Unified reverse proxy and fleet management landing page for CryptoLabs products
Project description
CryptoLabs Proxy
Unified reverse proxy and fleet management landing page for CryptoLabs products. This is the central entry point that manages authentication and routing for all CryptoLabs services.
Architecture
┌─────────────────────────────────┐
│ CryptoLabs Proxy │
│ (Landing Page & Auth) │
│ │
User → HTTPS ───►│ ┌─────────────────────────┐ │
│ │ Unified Authentication │ │
│ └─────────────────────────┘ │
│ │ │
└──────────────┼──────────────────┘
│
┌────────────────────┼────────────────────┐
│ │ │
▼ ▼ ▼
┌──────────┐ ┌──────────┐ ┌──────────┐
│ /ipmi/ │ │ /dc/ │ │/grafana/ │
│ IPMI │ │ DC │ │ Grafana │
│ Monitor │ │ Overview │ │ │
└──────────┘ └──────────┘ └──────────┘
Features
- cryptolabs-watchtower - Auto-updates cryptolabs-proxy (primary) and other labeled containers (dc-overview, ipmi-monitor, etc.)

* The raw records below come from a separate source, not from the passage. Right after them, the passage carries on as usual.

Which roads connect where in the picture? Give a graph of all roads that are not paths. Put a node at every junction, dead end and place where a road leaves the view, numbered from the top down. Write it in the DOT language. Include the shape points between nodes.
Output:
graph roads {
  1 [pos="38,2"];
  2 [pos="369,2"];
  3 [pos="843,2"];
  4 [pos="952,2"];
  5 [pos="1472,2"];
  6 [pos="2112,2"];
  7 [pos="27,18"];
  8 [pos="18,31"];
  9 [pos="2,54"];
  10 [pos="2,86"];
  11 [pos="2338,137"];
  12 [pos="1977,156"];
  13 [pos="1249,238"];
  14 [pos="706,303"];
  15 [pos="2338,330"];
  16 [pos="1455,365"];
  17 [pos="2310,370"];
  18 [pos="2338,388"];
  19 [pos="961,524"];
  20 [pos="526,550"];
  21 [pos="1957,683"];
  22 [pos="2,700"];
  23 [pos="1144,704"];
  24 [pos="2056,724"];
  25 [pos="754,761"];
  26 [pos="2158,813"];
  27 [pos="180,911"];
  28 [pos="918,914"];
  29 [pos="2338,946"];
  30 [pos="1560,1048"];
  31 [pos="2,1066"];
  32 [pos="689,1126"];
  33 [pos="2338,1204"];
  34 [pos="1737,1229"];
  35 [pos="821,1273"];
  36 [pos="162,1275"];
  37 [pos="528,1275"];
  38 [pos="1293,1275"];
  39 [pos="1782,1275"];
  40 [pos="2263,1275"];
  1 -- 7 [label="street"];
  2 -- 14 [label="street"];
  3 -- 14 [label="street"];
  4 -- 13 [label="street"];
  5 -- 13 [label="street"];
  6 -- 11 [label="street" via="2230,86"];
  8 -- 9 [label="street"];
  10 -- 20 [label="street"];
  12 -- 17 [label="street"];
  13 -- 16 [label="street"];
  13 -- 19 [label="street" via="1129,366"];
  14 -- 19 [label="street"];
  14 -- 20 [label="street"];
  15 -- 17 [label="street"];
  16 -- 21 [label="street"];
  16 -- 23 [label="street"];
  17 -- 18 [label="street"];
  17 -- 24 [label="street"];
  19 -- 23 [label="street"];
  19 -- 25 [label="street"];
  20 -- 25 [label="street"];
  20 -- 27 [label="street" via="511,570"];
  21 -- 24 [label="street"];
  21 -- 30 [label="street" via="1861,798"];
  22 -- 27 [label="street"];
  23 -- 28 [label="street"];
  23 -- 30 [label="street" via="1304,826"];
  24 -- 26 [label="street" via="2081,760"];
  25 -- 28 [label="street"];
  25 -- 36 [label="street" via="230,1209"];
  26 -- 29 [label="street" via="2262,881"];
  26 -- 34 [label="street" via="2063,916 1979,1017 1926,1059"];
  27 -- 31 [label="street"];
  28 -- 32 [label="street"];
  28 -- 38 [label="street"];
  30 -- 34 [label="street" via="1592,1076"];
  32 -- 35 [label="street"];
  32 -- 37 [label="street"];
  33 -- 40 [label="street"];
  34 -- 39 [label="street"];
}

- Fleet Management Dashboard - Landing page showing all CryptoLabs services
- Unified Authentication - Single login for all services
- Site Name Branding - Customize landing page with your datacenter name
- Auto-Detection - Automatically detects running services via Docker
- Health Checks - Real-time health status for all containers
- Cross-Promotion - Promotes other CryptoLabs products when not installed
- SSL Support - Let's Encrypt and self-signed certificate support
- Subpath Routing - Route to services via
/ipmi/,/dc/,/grafana/, etc.
Supported Services
| Service | Path | Description |
|---|---|---|
| IPMI Monitor | /ipmi/ |
Server hardware monitoring |
| DC Overview | /dc/ |
Datacenter overview dashboard |
| Grafana | /grafana/ |
Metrics visualization |
| Prometheus | /prometheus/ |
Metrics collection (with auth) |
Quick Start
The easiest way to deploy is through DC Overview or IPMI Monitor quickstart, which automatically sets up cryptolabs-proxy:
Option 1: Deploy with DC Overview (Full Monitoring Stack)
# Install from dev branch
pip install git+https://github.com/cryptolabsza/dc-overview.git@dev --break-system-packages
# Run quickstart with config file
sudo dc-overview quickstart -c /path/to/config.yaml -y
Option 2: Deploy with IPMI Monitor (IPMI/BMC Only)
# Install from dev branch
pip install git+https://github.com/cryptolabsza/ipmi-monitor.git@dev --break-system-packages
# Run quickstart with config file
sudo ipmi-monitor quickstart -c /path/to/config.yaml -y
Option 3: Standalone Installation
pipx install cryptolabs-proxy
sudo cryptolabs-proxy setup
Authentication Configuration
Authentication credentials are configured via environment variables or through the quickstart config file:
| Variable | Description | Default |
|---|---|---|
FLEET_ADMIN_USER |
Admin username | admin |
FLEET_ADMIN_PASS |
Admin password | Required |
SITE_NAME |
Site name for landing page branding | DC Overview |
AUTH_SECRET_KEY |
Token signing key | Auto-generated |
AUTH_DATA_DIR |
Auth data directory | /data/auth |
Important: You must set FLEET_ADMIN_PASS - there is no default password.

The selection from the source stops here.